Each time you can either climb 1 or 2 steps. In how many distinct ways can you climb to the top?

Note: Given n will be a positive integer.

Example 1:
Input: 2
Output: 2
Explanation: There are two ways to climb to the top.
1. 1 step + 1 step
2. 2 steps

Example 2:
Input: 3
Output: 3
Explanation: There are three ways to climb to the top.
1. 1 step + 1 step + 1 step
2. 1 step + 2 steps
3. 2 steps + 1 step

这个题是一个典型的动态规划题。仔细思考会发现,从第三个台阶开始,对于任意一个台阶,只有两个路径可以一步到达,即跨一步或跨两步。而对于这个台阶来说,总共可以到达它的路径的数量就可以表示为它前面两个台阶的路径的和。
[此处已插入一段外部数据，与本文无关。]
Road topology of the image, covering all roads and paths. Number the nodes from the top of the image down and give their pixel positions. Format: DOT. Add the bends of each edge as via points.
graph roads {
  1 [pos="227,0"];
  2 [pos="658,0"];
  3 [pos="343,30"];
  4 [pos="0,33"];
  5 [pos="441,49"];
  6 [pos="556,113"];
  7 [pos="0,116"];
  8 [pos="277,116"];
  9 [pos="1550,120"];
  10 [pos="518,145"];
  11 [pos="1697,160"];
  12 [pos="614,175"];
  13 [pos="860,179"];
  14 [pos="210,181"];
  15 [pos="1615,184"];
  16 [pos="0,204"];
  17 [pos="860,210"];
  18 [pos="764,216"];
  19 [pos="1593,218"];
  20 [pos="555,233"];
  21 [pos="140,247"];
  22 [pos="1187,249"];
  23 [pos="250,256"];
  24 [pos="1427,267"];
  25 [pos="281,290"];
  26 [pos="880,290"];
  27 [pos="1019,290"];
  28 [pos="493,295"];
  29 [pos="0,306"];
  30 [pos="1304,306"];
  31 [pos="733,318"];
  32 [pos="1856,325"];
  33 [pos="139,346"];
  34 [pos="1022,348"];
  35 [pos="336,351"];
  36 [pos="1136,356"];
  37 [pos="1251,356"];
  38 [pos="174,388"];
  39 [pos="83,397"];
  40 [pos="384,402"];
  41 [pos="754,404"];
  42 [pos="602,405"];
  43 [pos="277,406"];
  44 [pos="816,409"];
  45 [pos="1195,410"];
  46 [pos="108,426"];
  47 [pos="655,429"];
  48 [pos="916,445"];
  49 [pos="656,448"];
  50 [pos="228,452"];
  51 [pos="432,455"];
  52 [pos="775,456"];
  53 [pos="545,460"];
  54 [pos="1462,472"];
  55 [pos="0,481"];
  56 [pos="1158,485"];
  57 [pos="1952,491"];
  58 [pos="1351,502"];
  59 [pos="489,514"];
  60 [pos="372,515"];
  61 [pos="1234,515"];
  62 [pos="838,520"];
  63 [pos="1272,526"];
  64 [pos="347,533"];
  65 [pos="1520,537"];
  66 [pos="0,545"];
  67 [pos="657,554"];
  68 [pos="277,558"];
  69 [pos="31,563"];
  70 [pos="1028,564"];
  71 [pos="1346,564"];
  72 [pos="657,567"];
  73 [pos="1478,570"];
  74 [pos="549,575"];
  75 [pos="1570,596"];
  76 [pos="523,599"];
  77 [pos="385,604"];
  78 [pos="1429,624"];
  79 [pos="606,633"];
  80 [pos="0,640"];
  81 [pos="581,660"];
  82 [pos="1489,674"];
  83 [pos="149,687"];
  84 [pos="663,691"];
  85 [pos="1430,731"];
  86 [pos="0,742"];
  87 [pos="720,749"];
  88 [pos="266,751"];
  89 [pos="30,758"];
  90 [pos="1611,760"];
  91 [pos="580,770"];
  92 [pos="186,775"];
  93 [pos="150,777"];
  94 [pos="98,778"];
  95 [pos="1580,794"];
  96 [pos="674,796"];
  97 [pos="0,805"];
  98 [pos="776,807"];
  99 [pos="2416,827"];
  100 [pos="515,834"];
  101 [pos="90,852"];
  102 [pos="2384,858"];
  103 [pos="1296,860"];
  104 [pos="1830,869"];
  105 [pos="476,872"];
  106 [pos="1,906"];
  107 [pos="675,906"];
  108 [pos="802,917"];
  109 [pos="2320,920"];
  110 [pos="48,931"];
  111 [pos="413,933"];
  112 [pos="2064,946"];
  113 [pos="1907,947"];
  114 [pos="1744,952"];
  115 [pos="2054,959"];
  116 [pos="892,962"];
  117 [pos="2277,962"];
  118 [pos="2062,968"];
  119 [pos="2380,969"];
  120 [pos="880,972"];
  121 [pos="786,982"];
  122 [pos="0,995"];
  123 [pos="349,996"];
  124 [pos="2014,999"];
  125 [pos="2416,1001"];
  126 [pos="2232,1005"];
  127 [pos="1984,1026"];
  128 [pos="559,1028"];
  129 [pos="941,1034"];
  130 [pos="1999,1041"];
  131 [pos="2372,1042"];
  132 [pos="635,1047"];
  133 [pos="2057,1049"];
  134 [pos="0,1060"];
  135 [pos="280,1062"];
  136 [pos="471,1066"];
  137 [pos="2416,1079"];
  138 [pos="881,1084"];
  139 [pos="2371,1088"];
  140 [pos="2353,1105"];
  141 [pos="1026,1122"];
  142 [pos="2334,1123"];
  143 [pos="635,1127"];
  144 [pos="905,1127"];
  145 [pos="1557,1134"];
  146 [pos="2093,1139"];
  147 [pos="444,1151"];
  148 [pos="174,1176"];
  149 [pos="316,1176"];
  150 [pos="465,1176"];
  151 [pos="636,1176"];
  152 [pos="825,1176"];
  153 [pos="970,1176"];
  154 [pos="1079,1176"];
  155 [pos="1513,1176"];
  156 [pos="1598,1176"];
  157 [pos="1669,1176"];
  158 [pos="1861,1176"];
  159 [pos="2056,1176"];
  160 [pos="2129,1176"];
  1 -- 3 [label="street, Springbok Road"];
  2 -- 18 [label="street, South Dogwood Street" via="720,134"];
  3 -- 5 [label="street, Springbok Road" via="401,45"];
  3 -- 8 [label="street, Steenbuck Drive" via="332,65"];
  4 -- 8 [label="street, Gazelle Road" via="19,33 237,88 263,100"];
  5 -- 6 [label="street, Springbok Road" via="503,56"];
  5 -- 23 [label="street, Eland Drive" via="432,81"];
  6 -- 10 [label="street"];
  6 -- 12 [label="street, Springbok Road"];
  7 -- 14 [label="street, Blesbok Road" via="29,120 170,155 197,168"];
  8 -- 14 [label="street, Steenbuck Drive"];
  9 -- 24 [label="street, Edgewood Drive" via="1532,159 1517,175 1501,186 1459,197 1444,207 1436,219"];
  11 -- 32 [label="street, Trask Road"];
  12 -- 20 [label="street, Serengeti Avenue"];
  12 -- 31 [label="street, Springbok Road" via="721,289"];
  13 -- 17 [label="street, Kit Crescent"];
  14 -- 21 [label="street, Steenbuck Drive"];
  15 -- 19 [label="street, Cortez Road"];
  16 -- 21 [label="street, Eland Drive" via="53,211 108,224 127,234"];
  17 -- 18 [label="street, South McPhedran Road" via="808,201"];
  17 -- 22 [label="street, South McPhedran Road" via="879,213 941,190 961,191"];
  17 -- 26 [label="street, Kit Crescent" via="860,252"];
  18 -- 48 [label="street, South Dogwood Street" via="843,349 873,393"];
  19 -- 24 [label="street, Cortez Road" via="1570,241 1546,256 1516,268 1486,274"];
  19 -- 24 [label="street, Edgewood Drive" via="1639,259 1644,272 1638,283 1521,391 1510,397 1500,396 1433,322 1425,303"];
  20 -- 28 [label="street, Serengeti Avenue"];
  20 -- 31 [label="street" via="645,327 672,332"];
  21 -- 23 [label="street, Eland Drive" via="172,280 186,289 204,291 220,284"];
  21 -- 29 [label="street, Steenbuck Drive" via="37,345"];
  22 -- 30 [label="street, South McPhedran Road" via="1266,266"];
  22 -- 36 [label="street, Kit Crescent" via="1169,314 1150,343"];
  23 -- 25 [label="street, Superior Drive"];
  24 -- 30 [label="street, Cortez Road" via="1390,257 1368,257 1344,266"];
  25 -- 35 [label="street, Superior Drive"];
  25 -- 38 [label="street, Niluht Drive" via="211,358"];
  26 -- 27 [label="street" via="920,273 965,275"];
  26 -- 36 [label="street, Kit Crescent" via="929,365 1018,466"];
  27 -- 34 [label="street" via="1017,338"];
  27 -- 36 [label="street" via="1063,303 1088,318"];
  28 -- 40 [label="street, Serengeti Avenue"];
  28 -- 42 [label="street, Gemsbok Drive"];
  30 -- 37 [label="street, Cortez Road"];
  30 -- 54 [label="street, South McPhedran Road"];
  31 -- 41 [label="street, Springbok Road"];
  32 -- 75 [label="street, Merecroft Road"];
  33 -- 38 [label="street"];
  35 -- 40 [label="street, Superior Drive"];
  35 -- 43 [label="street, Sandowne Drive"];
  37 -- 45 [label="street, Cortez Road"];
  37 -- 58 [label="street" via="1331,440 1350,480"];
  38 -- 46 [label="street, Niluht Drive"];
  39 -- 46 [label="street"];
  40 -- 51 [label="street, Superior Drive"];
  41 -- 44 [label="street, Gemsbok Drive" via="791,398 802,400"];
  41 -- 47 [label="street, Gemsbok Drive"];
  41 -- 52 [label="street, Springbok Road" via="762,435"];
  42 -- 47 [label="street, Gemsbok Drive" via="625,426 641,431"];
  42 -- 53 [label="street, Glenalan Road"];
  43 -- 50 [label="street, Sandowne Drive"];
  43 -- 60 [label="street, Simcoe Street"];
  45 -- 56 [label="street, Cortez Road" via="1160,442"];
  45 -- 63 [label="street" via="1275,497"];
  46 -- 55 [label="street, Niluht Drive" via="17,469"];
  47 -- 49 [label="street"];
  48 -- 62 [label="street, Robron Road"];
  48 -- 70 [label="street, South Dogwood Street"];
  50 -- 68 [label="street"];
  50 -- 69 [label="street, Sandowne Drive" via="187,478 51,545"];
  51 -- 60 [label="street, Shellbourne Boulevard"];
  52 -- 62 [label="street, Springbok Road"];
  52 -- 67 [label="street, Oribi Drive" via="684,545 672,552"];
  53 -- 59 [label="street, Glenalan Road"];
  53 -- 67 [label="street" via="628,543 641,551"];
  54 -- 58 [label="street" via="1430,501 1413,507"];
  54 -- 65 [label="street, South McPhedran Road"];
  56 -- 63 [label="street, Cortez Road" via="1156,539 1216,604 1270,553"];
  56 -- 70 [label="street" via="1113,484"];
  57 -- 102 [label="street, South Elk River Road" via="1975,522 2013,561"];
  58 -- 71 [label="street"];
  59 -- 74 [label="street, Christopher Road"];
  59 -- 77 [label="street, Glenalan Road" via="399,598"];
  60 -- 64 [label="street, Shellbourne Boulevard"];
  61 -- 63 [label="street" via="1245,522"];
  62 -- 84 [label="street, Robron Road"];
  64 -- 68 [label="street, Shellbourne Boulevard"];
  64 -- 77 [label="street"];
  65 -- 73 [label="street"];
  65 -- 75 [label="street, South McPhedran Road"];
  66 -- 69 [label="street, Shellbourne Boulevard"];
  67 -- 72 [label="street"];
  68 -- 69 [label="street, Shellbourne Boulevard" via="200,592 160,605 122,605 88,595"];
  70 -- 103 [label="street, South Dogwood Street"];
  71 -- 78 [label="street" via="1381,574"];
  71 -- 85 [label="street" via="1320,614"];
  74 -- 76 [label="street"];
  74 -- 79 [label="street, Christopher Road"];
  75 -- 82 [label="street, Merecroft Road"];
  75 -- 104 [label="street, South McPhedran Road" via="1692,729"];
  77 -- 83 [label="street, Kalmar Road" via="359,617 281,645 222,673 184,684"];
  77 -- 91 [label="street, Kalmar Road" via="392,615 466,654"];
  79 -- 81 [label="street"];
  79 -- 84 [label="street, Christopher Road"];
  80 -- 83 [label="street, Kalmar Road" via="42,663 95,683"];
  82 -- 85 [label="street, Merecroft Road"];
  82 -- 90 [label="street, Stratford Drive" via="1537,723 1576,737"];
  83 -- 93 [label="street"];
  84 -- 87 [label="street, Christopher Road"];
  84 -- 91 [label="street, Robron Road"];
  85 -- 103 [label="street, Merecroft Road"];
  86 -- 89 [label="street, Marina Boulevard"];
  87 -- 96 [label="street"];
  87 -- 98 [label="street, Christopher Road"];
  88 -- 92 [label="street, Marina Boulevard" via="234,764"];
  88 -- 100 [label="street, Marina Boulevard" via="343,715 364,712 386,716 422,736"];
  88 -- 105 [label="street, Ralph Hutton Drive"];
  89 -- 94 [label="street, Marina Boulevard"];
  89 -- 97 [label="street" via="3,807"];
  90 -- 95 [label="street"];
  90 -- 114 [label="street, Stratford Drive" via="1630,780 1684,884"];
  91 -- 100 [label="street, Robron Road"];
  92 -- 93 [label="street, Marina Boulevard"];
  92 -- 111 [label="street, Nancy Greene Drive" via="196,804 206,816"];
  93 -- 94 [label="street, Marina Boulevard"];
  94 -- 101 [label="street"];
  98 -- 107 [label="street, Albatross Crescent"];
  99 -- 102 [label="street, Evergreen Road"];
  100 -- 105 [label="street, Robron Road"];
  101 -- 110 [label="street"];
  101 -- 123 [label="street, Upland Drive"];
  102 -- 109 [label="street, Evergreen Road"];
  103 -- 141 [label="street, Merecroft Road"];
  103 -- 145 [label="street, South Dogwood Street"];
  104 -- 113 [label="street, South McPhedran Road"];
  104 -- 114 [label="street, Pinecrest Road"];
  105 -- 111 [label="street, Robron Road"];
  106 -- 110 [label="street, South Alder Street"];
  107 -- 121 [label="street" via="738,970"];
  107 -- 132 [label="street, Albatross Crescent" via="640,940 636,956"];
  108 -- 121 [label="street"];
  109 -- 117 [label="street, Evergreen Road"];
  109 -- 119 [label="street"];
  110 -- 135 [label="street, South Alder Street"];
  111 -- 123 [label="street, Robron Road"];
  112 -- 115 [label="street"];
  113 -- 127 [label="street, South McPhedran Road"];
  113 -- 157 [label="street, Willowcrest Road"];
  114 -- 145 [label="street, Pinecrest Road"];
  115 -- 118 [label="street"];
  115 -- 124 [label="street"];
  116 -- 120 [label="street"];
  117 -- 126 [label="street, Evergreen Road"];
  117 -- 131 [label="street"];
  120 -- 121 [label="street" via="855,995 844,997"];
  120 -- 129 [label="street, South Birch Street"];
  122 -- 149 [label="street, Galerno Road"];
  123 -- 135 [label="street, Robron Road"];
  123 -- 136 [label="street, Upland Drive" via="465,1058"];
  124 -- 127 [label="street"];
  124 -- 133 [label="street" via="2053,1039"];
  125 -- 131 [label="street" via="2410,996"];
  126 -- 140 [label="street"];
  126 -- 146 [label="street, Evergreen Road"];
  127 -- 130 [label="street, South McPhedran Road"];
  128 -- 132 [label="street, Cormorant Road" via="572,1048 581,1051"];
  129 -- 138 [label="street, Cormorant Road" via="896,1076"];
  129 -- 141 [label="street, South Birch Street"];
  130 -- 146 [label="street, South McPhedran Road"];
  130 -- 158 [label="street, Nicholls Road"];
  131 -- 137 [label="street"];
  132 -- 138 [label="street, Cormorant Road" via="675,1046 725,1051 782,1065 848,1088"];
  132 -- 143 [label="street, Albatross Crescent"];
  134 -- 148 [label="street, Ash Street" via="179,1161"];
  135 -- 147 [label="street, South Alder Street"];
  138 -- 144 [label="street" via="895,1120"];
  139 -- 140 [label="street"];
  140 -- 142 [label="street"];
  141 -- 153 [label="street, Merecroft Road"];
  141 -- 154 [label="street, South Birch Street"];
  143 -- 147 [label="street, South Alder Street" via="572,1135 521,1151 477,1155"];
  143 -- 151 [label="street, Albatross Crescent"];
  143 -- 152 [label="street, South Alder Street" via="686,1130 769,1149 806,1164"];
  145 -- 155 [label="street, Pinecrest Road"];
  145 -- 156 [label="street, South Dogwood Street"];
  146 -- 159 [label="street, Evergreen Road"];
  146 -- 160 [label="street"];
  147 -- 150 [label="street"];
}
想通了这一点,这个题就变成了一个斐波那契数列问题。

/*
 * 70. Climbing Stairs
 * https://leetcode.com/problems/climbing-stairs/
 * https://realneo.me/70-climbing-stairs/
 */

public class ClimbStairs {
    public static void main(String[] args) {
        ClimbStairs solution = new ClimbStairs();

        System.out.println(solution.climbStairs(5));
        System.out.println(solution.climbStairs(10));
    }

    private int climbStairs(int n) {
        if (n == 1) return 1;
        if (n == 2) return 2;

        int[] step = new int[n + 1];
        step[0] = 0;step[1] = 1;step[2] = 2;
        for (int i = 3; i <= n; i++)
            step[i] = step[i - 1] + step[i - 2];

        return step[n];
    }
}